_Source data_.
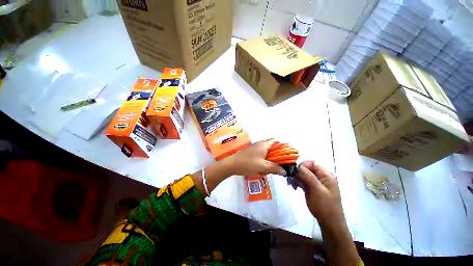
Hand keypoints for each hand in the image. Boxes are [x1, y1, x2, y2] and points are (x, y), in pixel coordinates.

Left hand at [225, 139, 286, 175]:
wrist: (232, 164)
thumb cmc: (248, 163)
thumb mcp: (263, 167)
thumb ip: (274, 168)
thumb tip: (284, 171)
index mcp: (264, 144)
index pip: (276, 141)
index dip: (282, 146)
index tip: (286, 154)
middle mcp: (260, 144)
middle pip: (271, 145)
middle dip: (277, 153)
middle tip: (281, 161)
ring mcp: (255, 147)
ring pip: (266, 150)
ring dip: (270, 156)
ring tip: (273, 165)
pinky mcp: (251, 151)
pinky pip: (261, 153)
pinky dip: (265, 157)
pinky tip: (264, 165)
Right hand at [297, 161, 344, 226]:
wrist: (328, 222)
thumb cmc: (326, 206)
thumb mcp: (318, 191)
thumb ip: (309, 177)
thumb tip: (299, 166)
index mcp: (326, 175)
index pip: (312, 163)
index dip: (304, 165)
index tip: (296, 171)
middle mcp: (320, 177)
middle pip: (306, 168)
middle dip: (299, 171)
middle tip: (293, 178)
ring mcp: (314, 182)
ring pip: (303, 174)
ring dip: (296, 176)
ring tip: (293, 183)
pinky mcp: (309, 187)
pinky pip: (301, 180)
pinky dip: (297, 181)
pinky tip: (294, 186)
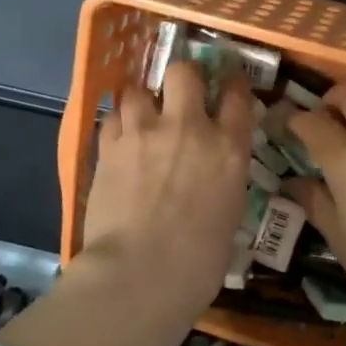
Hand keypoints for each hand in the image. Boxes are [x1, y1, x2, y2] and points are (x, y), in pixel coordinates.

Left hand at [79, 59, 254, 313]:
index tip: (228, 86)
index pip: (237, 96)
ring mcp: (144, 133)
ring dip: (142, 100)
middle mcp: (188, 128)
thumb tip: (213, 177)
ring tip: (141, 117)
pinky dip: (117, 125)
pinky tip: (119, 140)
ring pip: (138, 89)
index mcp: (228, 149)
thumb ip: (223, 182)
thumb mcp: (229, 216)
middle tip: (179, 93)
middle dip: (183, 77)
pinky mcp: (108, 147)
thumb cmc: (198, 262)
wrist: (141, 273)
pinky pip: (111, 118)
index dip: (233, 85)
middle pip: (184, 73)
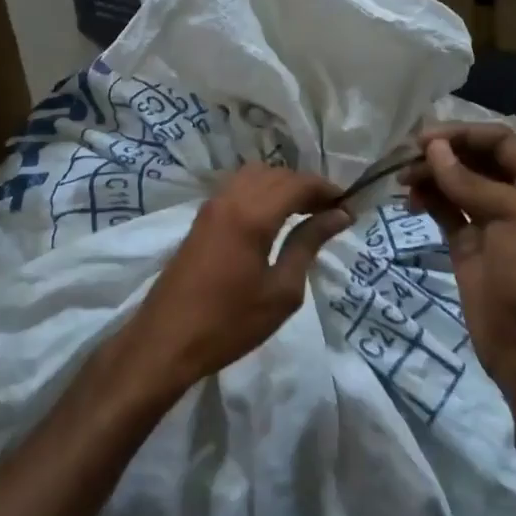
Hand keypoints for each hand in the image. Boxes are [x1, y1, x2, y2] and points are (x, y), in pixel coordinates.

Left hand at [127, 165, 351, 393]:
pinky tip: (272, 219)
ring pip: (253, 176)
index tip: (349, 206)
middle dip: (305, 186)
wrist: (166, 341)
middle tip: (330, 212)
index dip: (326, 189)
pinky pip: (236, 189)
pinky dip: (260, 192)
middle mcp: (229, 199)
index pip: (297, 184)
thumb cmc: (230, 323)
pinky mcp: (200, 220)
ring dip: (281, 186)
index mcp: (252, 215)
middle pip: (275, 174)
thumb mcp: (281, 291)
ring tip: (304, 213)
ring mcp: (210, 207)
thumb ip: (308, 245)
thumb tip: (338, 216)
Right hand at [401, 123, 515, 384]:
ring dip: (431, 176)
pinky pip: (446, 208)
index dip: (462, 135)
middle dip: (442, 155)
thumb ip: (468, 181)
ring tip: (403, 181)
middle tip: (405, 159)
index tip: (424, 139)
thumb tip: (432, 148)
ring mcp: (492, 218)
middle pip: (475, 159)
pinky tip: (410, 200)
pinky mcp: (469, 240)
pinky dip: (428, 199)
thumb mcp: (509, 216)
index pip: (500, 141)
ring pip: (457, 182)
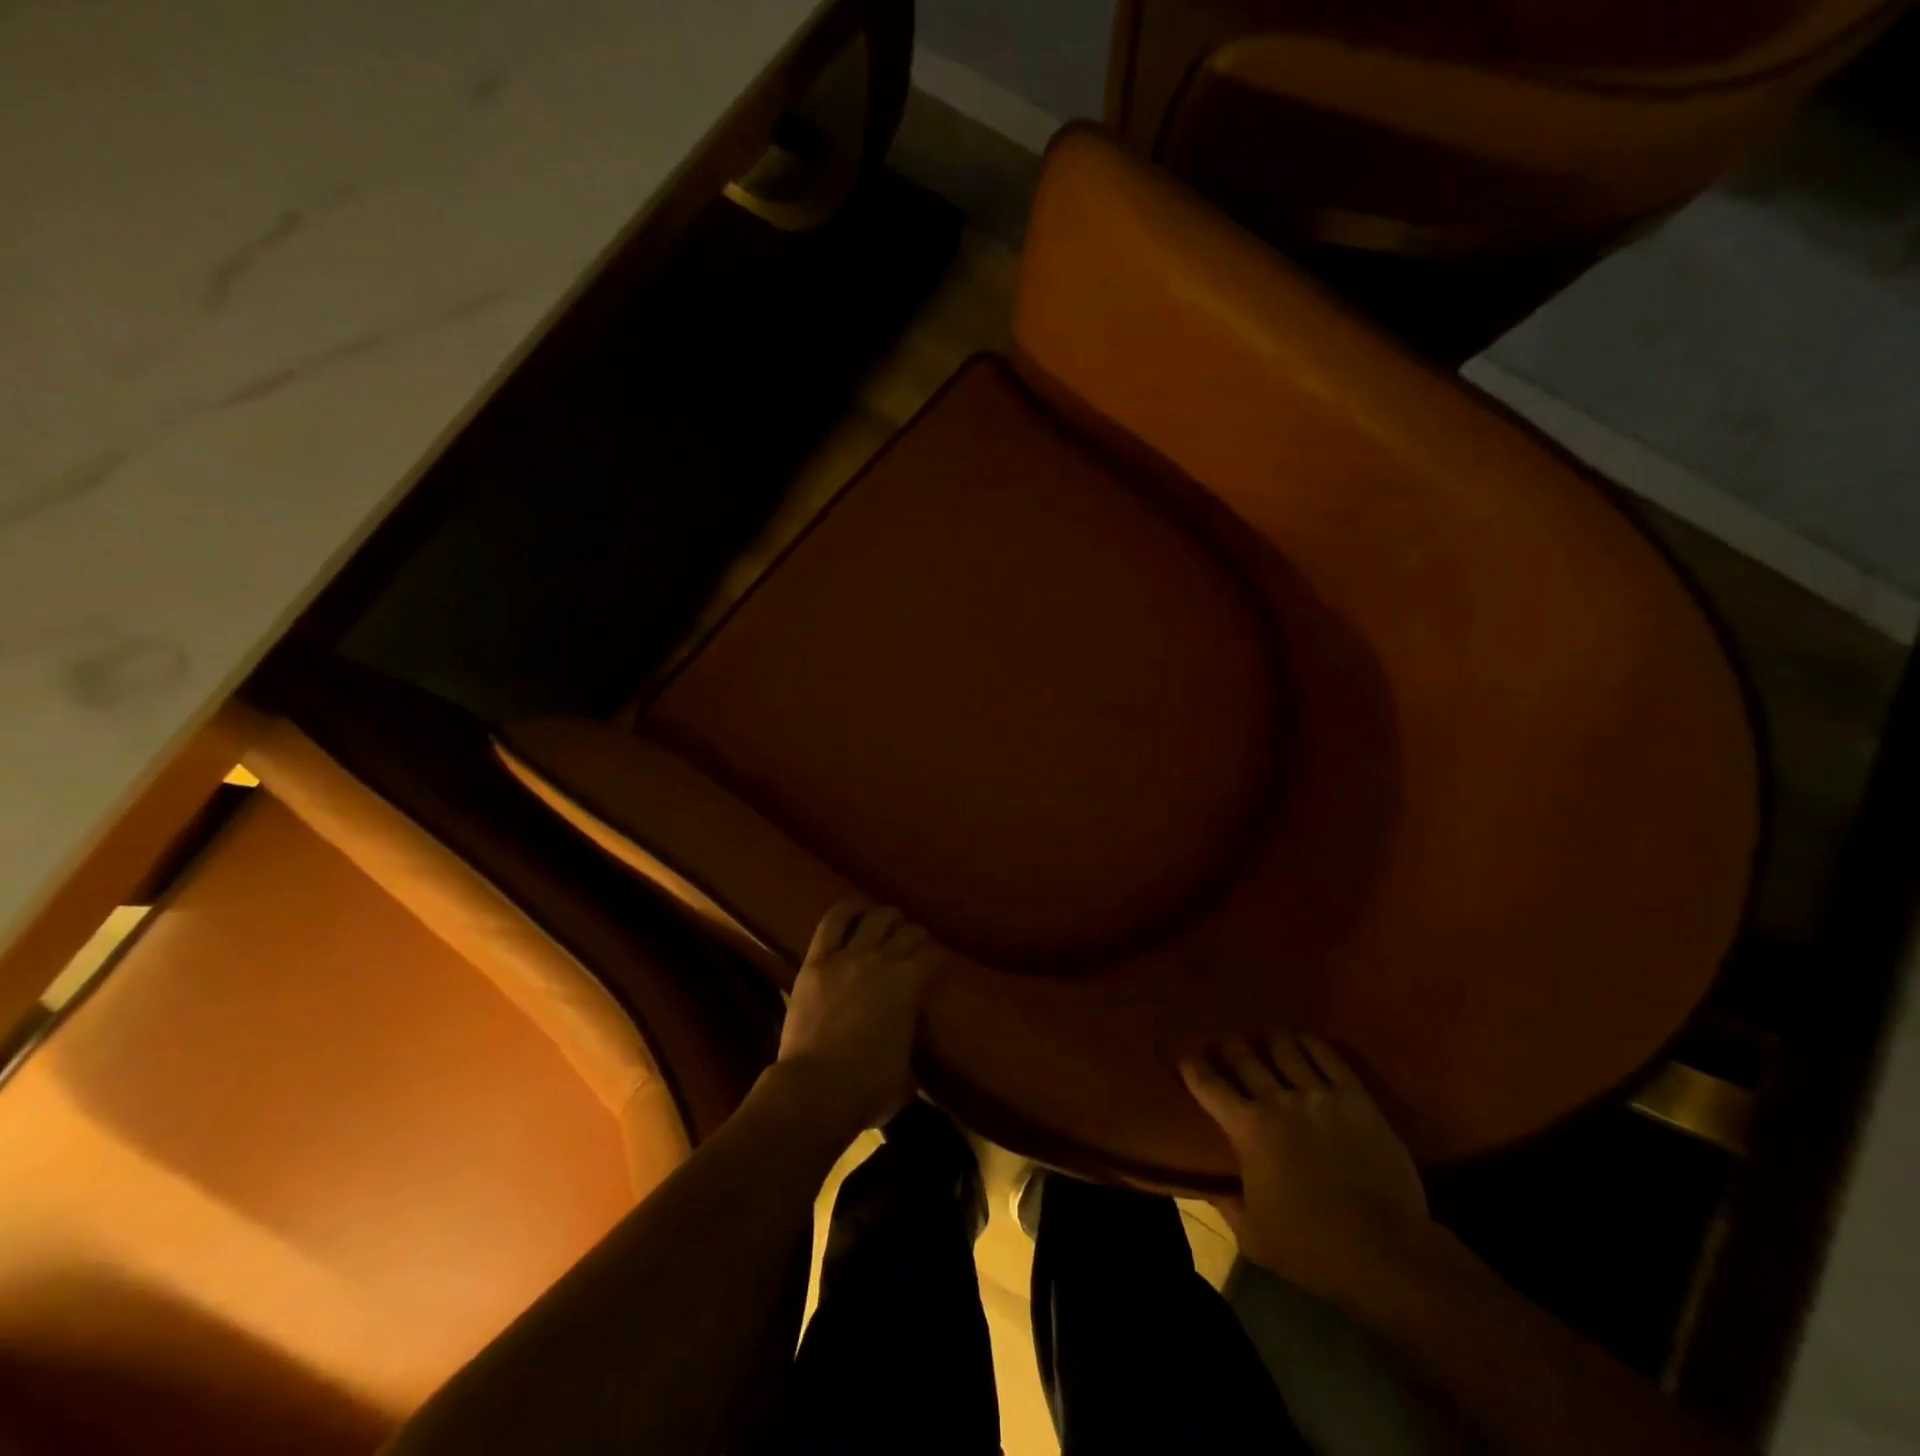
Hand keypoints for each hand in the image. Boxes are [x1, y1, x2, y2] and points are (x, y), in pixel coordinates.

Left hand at [774, 903, 944, 1129]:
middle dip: (915, 935)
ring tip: (888, 920)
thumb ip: (910, 1048)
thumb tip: (909, 1052)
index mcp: (911, 983)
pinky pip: (832, 922)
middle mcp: (884, 960)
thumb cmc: (868, 1089)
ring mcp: (848, 956)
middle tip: (914, 944)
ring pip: (874, 918)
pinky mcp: (816, 961)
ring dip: (886, 916)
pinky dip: (846, 910)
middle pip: (908, 932)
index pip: (933, 956)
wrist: (816, 1090)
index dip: (937, 957)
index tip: (936, 963)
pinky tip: (854, 908)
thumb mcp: (907, 1073)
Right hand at [1181, 1032, 1433, 1304]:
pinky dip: (1312, 1045)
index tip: (1187, 1060)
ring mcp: (1319, 1095)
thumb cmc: (1312, 1249)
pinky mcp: (1356, 1099)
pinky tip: (1305, 1042)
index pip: (1209, 1085)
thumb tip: (1211, 1187)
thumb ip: (1227, 1205)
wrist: (1386, 1254)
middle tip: (1227, 1045)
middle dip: (1231, 1048)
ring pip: (1286, 1049)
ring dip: (1271, 1041)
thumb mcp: (1253, 1238)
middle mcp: (1278, 1100)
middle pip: (1245, 1058)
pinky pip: (1329, 1057)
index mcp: (1248, 1128)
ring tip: (1267, 1038)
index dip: (1193, 1069)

_What the task requires_. Repeat the data in full and exactly. Omit pictures.

_Reply_.
Hand keypoints for each hand in the image. Boxes are [x1, y1, x2, y2] and points are (x, y), in pixel coordinates.

Left hand at [225, 139, 286, 175]:
wrist: (232, 164)
thumb cmc: (248, 163)
thumb mcp: (263, 167)
thumb ip: (274, 168)
thumb tip: (284, 171)
index mcp: (264, 144)
index pip: (276, 141)
index dip: (282, 146)
index tip: (286, 154)
middle mcp: (260, 144)
middle pip: (271, 145)
middle dip: (277, 153)
middle tip: (281, 161)
ring mcp: (255, 147)
ring pip: (266, 150)
ring dip: (270, 156)
ring tip: (273, 165)
pinky mcp: (251, 151)
pinky pip: (261, 153)
pinky dip: (265, 157)
pinky tip: (264, 165)
Right hand at [297, 161, 344, 226]:
wrist: (328, 222)
thumb cmc: (326, 206)
thumb mcp: (318, 191)
thumb ip: (309, 177)
thumb tip: (299, 166)
index mcp: (326, 175)
index pip: (312, 163)
index dip: (304, 165)
index tip: (296, 171)
middle mcp: (320, 177)
middle pip: (306, 168)
middle dip: (299, 171)
middle tip: (293, 178)
ring mcp: (314, 182)
ring pip: (303, 174)
ring dip: (296, 176)
ring tip: (293, 183)
pinky mcp: (309, 187)
pinky pip: (301, 180)
pinky dip: (297, 181)
pinky tip: (294, 186)
Hand keypoints for each hand in the image. Boxes are [x1, y1, x2, y2] and points are (x, y), in pixel coordinates.

Left hand at [79, 59, 254, 313]:
index tip: (228, 86)
index pip: (237, 96)
ring mcp: (144, 133)
ring dip: (142, 100)
middle mcp: (188, 128)
thumb tip: (213, 177)
ring tip: (141, 117)
pinky dip: (117, 125)
pinky tip: (119, 140)
ring pip: (138, 89)
index mcp: (228, 149)
thumb ip: (223, 182)
thumb mcp: (229, 216)
middle tip: (179, 93)
middle dip: (183, 77)
pinky mcp: (108, 147)
thumb cmc: (198, 262)
wrist: (141, 273)
pinky pip: (111, 118)
index dip: (233, 85)
middle pip: (184, 73)
Hand keypoints for each hand in the image. Boxes are [x1, y1, x2, y2] and points are (x, y), in pixel coordinates.

Left hand at [127, 165, 351, 393]:
pinky tip: (272, 219)
ring pip: (253, 176)
index tip: (349, 206)
middle dip: (305, 186)
wrist: (166, 341)
middle tip: (330, 212)
index dip: (326, 189)
pinky pip: (236, 189)
pinky dip: (260, 192)
middle mcp: (229, 199)
index pip: (297, 184)
thumb cmc: (230, 323)
pinky mcp: (200, 220)
ring dip: (281, 186)
index mcp: (252, 215)
middle pip: (275, 174)
thumb mcp: (281, 291)
ring tip: (304, 213)
ring mcp: (210, 207)
thumb ip: (308, 245)
thumb tip: (338, 216)
Right hand at [401, 123, 515, 384]:
ring dip: (431, 176)
pinky pip: (446, 208)
index dip: (462, 135)
middle dip: (442, 155)
thumb ip: (468, 181)
ring tip: (403, 181)
middle tip: (405, 159)
index tip: (424, 139)
thumb tip: (432, 148)
ring mcp: (492, 218)
middle pip: (475, 159)
pinky tip: (410, 200)
pinky mcp: (469, 240)
pinky dip: (428, 199)
thumb mcp: (509, 216)
index pip: (500, 141)
ring pip: (457, 182)
Hand keypoints for each hand in the image. Boxes are [x1, y1, x2, y2] and points are (x, y), in pixel coordinates.

Left hand at [774, 903, 944, 1129]:
middle dip: (915, 935)
ring tip: (888, 920)
thumb ip: (910, 1048)
thumb tip: (909, 1052)
index mcp: (911, 983)
pinky pip: (832, 922)
middle mcp: (884, 960)
thumb cmc: (868, 1089)
ring mcp: (848, 956)
middle tip: (914, 944)
ring pip: (874, 918)
pinky mcp: (816, 961)
ring dip: (886, 916)
pinky dip: (846, 910)
middle pip: (908, 932)
index pip: (933, 956)
wrist: (816, 1090)
index dip: (937, 957)
index tip: (936, 963)
pinky tip: (854, 908)
thumb mcp: (907, 1073)
Right hand at [1181, 1032, 1433, 1304]:
pinky dip: (1312, 1045)
index tip: (1187, 1060)
ring mcp: (1319, 1095)
thumb cmc: (1312, 1249)
pinky mcp: (1356, 1099)
pinky tip: (1305, 1042)
index pip: (1209, 1085)
thumb tip: (1211, 1187)
thumb ip: (1227, 1205)
wrist: (1386, 1254)
middle tip: (1227, 1045)
middle dip: (1231, 1048)
ring pip: (1286, 1049)
ring dip: (1271, 1041)
thumb mcp: (1253, 1238)
middle mcp: (1278, 1100)
middle pip: (1245, 1058)
pinky pip: (1329, 1057)
index mcp: (1248, 1128)
ring tip: (1267, 1038)
index dip: (1193, 1069)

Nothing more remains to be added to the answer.